Think twice: Evidence-based opioid sparing approaches to pain management
ABSTRACT: Many British Columbians have become addicted to opioids as a result of unsafe opioid prescribing and the illicit opioid market. Although prescription opioid use disorder is associated with substantial morbidity and mortality, physicians currently have no way of identifying patients who can safely be prescribed long-term opioid therapy for chronic noncancer pain. A recent systematic review found that screening tools for identifying opioid-naive adult patients at risk of prescription opioid addiction were not particularly useful. Based on this review and a subsequent clinical article, we provide three clinical scenarios in which evidence-based recommendations can be made. While more research is needed, the risk posed by the rapidly evolving opioid overdose epidemic and the proliferation of illicitly manufactured fentanyl analogs warrant reducing the prescribing of opioids for opioid-naive individuals.
Physicians should exercise caution when prescribing opioids to treat pain given the current lack of effective tools for assessing a patient’s risk of developing opioid use disorder.

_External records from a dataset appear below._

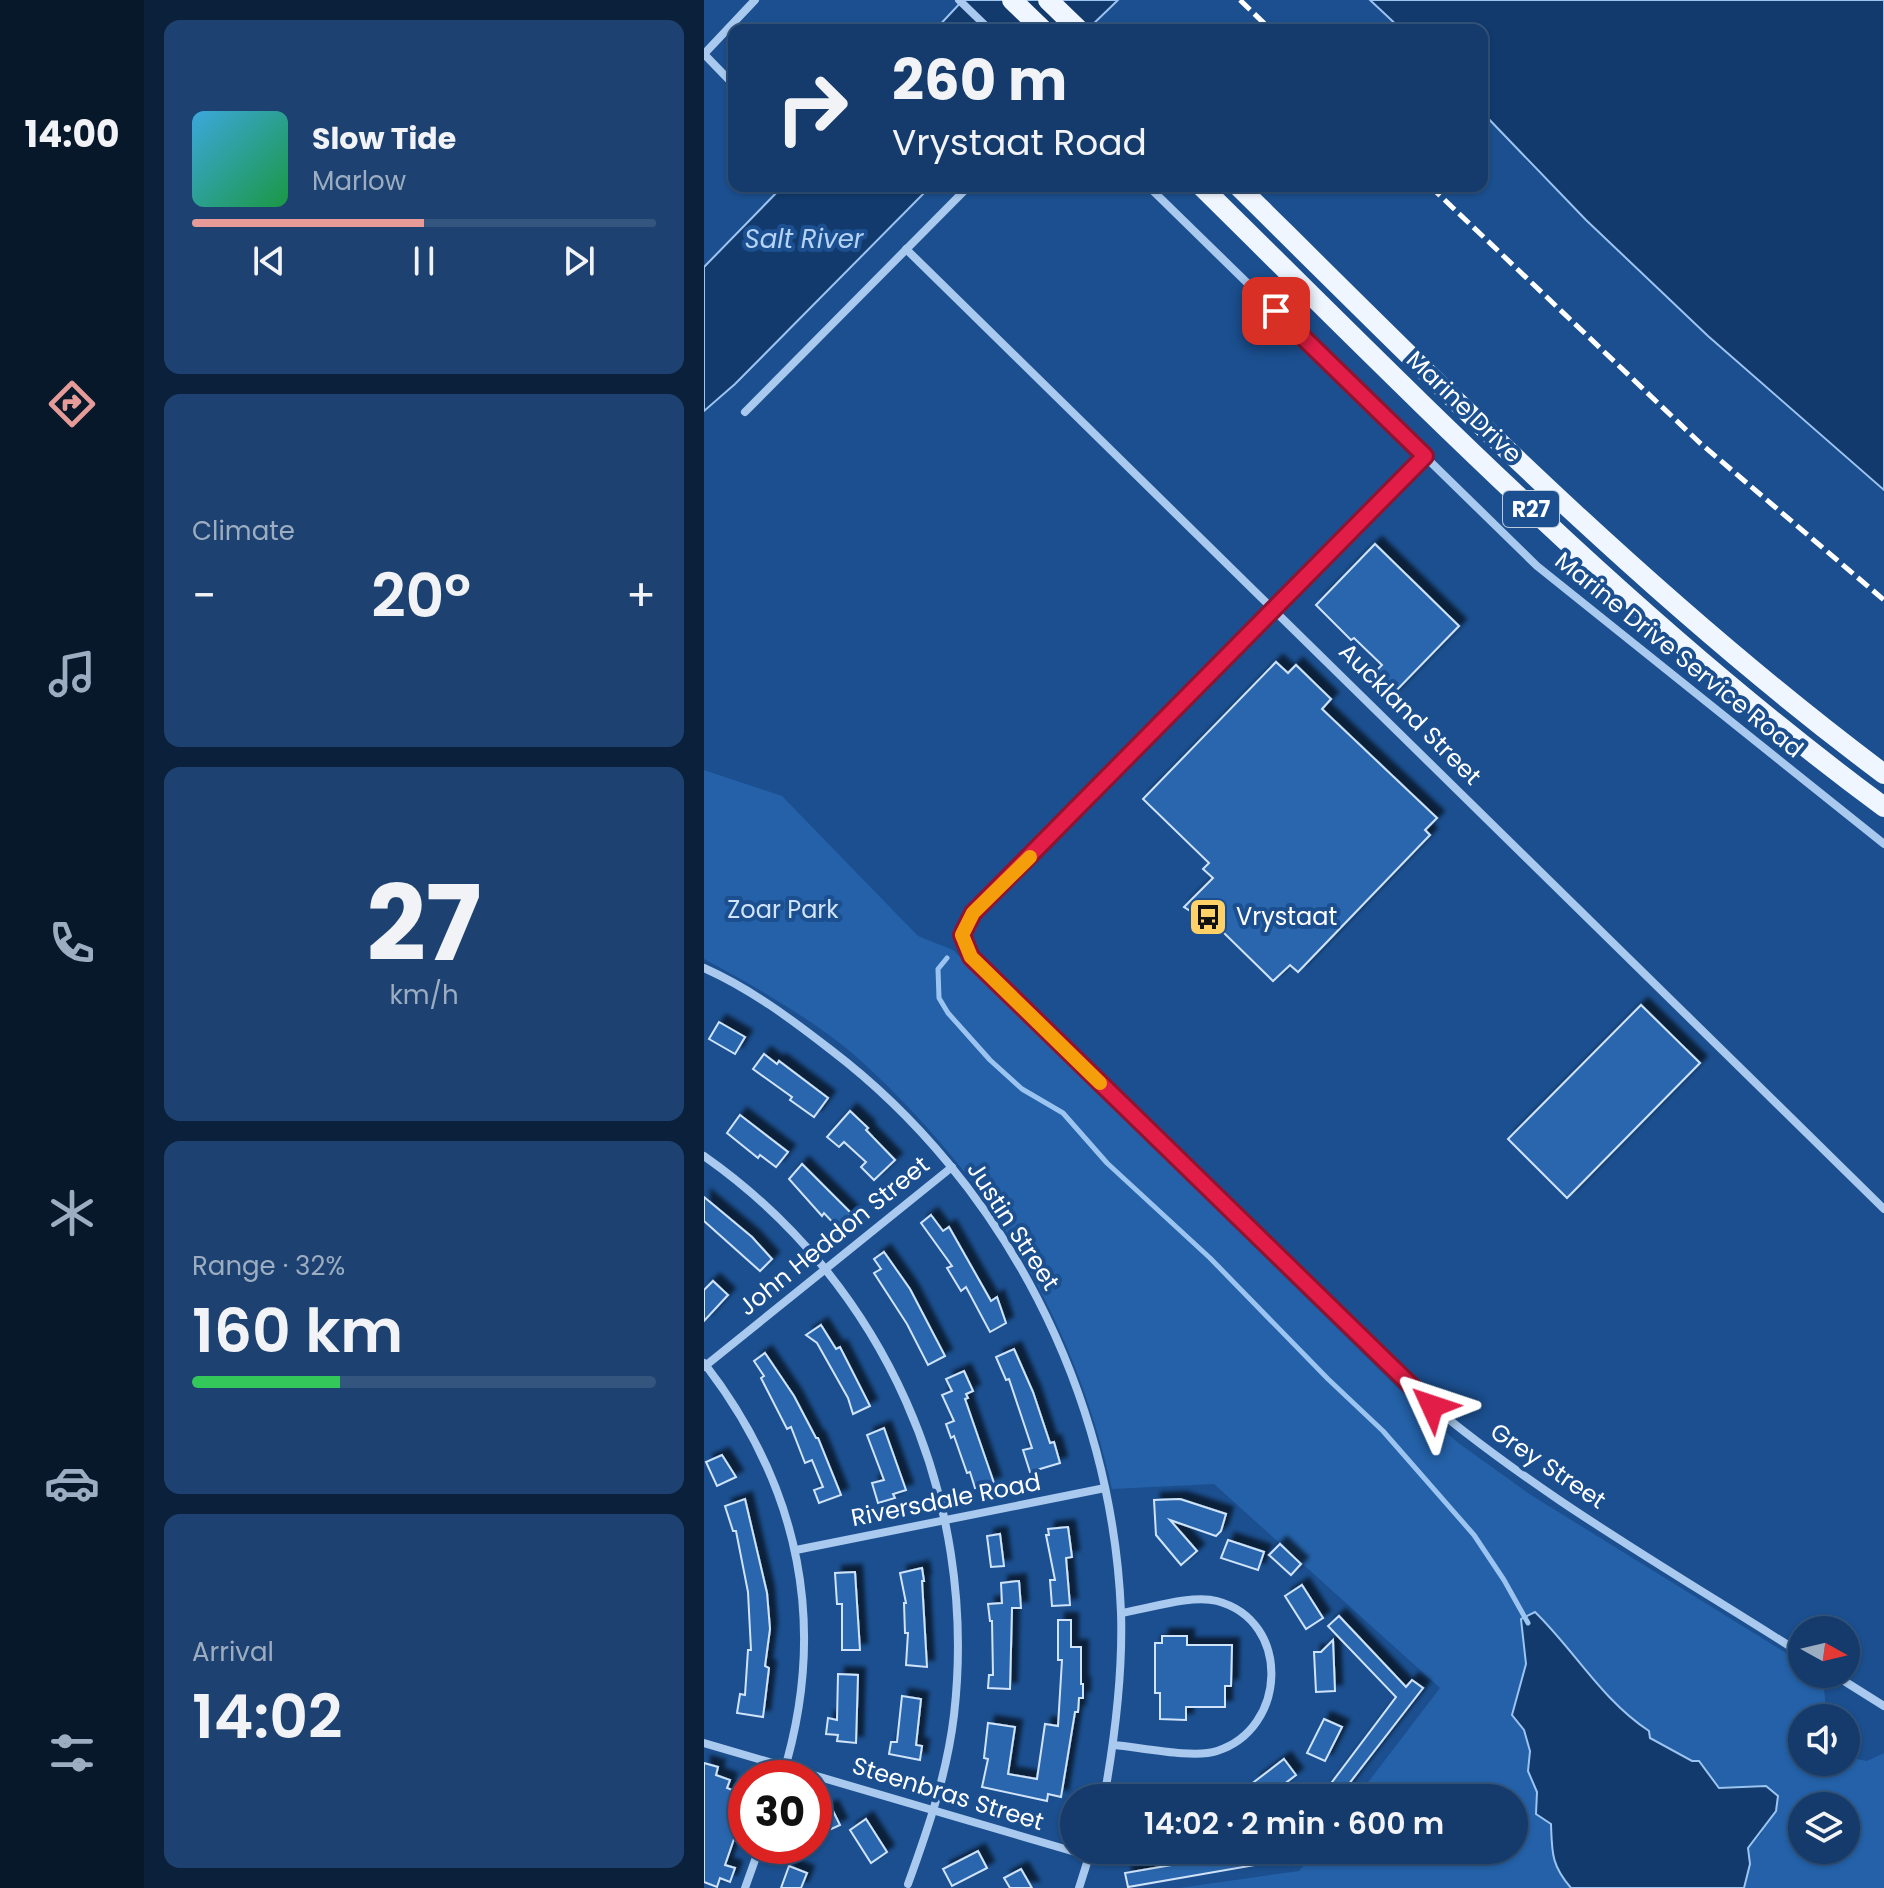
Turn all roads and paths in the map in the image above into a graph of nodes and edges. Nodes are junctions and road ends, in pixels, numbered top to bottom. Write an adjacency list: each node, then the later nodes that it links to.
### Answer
1 (755, 0): 5 (street)
2 (959, 0): 6 (street)
3 (1012, 0): 7 (main road)
4 (1048, 0): 8 (main road)
5 (732, 24)
6 (984, 24)
7 (1037, 24)
8 (1073, 24)
9 (728, 29): 10 (street)
10 (704, 54): 11 (street)
11 (728, 79)
12 (963, 192): 16 (street)
13 (1154, 192): 18 (street, Marine Drive Service Road)
14 (1207, 192): 21 (main road, Marine Drive / R27)
15 (1244, 192): 20 (main road, Marine Drive / R27)
16 (906, 249): 17 (street); 19 (street, Auckland Street)
17 (745, 412)
18 (1425, 456): 19 (street); 22 (street, Marine Drive Service Road)
19 (1275, 609): 26 (street, Auckland Street); 33 (street, Grey Street)
20 (1884, 774)
21 (1884, 807)
22 (1884, 844)
23 (704, 968): 25 (street, Justin Street)
24 (704, 1156): 27 (street)
25 (952, 1167): 27 (street, John Heddon Street); 29 (street, Justin Street)
26 (1884, 1209)
27 (826, 1268): 28 (street, John Heddon Street); 30 (street)
28 (705, 1365): 31 (street)
29 (1105, 1488): 30 (street, Riversdale Road); 32 (street, Justin Street)
30 (946, 1521): 31 (street, Riversdale Road); 42 (street)
31 (796, 1550): 39 (street)
32 (1121, 1613): 37 (street, Justin Street); 37 (street)
33 (1788, 1645)
34 (1855, 1688): 35 (street)
35 (1884, 1706)
36 (704, 1743): 38 (street, Steenbras Street)
37 (1114, 1745): 41 (street, Justin Street)
38 (762, 1760)
39 (788, 1760)
40 (832, 1780): 42 (street, Steenbras Street)
41 (1107, 1784)
42 (934, 1810): 43 (street, Steenbras Street); 46 (street)
43 (1060, 1845)
44 (754, 1864): 47 (street)
45 (1087, 1864): 48 (street)
46 (908, 1884)
47 (745, 1888)
48 (1079, 1888)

An estimated 115 000 British Columbians have become addicted to opioids (oral communication, Bohdan Nosyk, BC Centre for Excellence in HIV/AIDS, 1 August 2018) as a result of unsafe opioid prescribing and the illicit opioid market. Canadian data on prescription opioid use are dated,[1,2] but recent US data suggest that more than one-third of US adults report prescription opioid use, with substantial numbers reporting misuse and disorders.[3] The BC Centre on Substance Use recently published a systematic review[4] that highlights the need for clinical strategies to reduce the number of new opioid prescriptions for chronic pain in an opioid-naive patient (defined as someone who has never been prescribed opioids or who is not currently taking opioids). The review indicates that the optimal strategy for preventing prescription opioid use disorder (OUD) in BC promotes safer opioid prescribing. A subsequent clinical article[5] provides some examples of how physicians in BC can help patients manage their pain.
A clinical case
A 31-year-old carpenter presents with persistent acute back pain after a fall at work 3 weeks earlier. An MRI of his spine has revealed no abnormalities. Despite the use of physiotherapy and nonsteroidal anti-inflammatories, he reports persistent excruciating pain, particularly when trying to work. He is growing increasingly anxious about not working and asks for low-dose opioid medication. He states that some of his co-workers have been able to return to work after injuries by using opioid medications for pain. His chart states that he has a history of excessive alcohol use but no longer drinks because of “problems in the past.” He has no other psychiatric disorders or symptoms and is not taking any medications.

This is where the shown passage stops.